H*-mediated oxygen reduction on Ni-Pd dual sites boosts electrochemiluminescence
摘要
Enhancing cathodic luminol electrochemiluminescence (ECL) relies critically on the efficient generation of reactive oxygen species (ROS) via the oxygen reduction reaction (ORR). However, under weakly alkaline conditions for biological and environmental applications, ORR performance is markedly constrained by the sluggish ORR kinetics, leading to unfavorable ROS yields and weak ECL intensity. Herein, we introduce an innovative hydrogen spillover-mediated ORR mechanism that circumvents this limitation by drastically reducing the activation energy for O–O dissociation.

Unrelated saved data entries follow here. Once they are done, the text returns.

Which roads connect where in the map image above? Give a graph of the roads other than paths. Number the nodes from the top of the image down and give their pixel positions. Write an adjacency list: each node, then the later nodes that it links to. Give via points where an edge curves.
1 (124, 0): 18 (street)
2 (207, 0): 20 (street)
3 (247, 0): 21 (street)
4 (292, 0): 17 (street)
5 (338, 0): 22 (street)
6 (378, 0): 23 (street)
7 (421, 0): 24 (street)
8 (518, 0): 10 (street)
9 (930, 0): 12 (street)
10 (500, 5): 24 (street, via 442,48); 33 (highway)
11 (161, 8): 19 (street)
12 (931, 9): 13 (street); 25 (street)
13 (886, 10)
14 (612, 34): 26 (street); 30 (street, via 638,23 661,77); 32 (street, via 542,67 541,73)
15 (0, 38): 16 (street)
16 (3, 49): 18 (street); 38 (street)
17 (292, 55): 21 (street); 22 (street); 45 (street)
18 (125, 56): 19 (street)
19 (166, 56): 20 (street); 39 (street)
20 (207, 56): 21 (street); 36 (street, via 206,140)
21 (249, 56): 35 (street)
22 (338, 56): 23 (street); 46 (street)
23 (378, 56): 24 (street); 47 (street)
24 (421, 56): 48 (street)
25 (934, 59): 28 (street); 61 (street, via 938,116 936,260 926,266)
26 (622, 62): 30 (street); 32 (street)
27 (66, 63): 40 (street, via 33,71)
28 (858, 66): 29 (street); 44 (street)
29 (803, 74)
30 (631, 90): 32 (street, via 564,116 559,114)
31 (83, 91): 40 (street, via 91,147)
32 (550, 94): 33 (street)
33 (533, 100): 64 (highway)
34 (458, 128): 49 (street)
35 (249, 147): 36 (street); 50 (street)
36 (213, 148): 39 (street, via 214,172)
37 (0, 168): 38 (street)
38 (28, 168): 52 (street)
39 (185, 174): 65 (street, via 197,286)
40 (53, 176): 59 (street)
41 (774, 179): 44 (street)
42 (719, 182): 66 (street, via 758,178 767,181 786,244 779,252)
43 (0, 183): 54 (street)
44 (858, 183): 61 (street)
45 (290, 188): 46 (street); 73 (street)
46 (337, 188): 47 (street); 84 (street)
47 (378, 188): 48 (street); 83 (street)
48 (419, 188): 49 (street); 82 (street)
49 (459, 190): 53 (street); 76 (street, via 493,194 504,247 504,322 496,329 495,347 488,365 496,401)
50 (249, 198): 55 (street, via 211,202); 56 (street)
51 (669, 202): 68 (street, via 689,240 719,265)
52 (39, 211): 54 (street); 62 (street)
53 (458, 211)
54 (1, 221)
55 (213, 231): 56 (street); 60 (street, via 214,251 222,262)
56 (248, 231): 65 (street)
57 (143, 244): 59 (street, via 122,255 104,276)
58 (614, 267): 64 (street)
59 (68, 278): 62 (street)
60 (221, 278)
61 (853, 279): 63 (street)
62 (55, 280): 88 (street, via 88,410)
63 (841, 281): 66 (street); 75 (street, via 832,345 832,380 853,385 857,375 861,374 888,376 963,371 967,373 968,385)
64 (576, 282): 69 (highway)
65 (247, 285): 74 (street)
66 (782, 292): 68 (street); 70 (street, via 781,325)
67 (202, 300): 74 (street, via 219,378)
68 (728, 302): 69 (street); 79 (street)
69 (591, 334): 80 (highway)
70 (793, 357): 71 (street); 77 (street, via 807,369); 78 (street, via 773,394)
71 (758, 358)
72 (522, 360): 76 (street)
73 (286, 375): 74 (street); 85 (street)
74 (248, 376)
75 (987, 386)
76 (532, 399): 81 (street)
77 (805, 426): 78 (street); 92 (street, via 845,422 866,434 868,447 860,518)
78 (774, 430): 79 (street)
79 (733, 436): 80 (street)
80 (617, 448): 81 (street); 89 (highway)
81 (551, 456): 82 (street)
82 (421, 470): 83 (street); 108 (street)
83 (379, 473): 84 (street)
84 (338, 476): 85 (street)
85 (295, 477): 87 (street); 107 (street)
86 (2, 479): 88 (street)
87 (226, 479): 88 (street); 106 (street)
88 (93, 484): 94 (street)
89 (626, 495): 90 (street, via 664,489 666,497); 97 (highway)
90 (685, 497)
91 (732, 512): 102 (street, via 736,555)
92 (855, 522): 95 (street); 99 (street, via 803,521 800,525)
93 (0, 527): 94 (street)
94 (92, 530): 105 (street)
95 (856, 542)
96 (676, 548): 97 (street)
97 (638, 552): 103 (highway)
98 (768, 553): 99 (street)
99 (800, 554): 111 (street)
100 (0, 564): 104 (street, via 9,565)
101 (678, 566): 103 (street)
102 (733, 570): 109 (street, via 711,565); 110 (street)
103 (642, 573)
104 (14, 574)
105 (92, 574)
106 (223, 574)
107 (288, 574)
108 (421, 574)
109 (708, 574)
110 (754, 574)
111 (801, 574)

This strategy is achieved through the rational design of dual-active-site catalysts (Ni-N2O2-Pd), comprising palladium nanoclusters (Pd NCs) and nickel single-atom sites (Ni SASs) co-anchored on a carbon matrix. During catalysis, adsorbed hydrogen generated at Pd NCs migrates to adjacent Ni SASs, where it synergistically promotes the cleavage of the O–O bond. The hydrogen spillover-mediated ORR process significantly boosts the production of ROS and achieves an 83-fold increase in the cathodic ECL intensity notably in weakly alkaline aqueous solutions, in comparison to the conventional single-site ORR pathway. Consequently, an ECL biosensing platform is successfully constructed and applied for chlorpyrifos detection.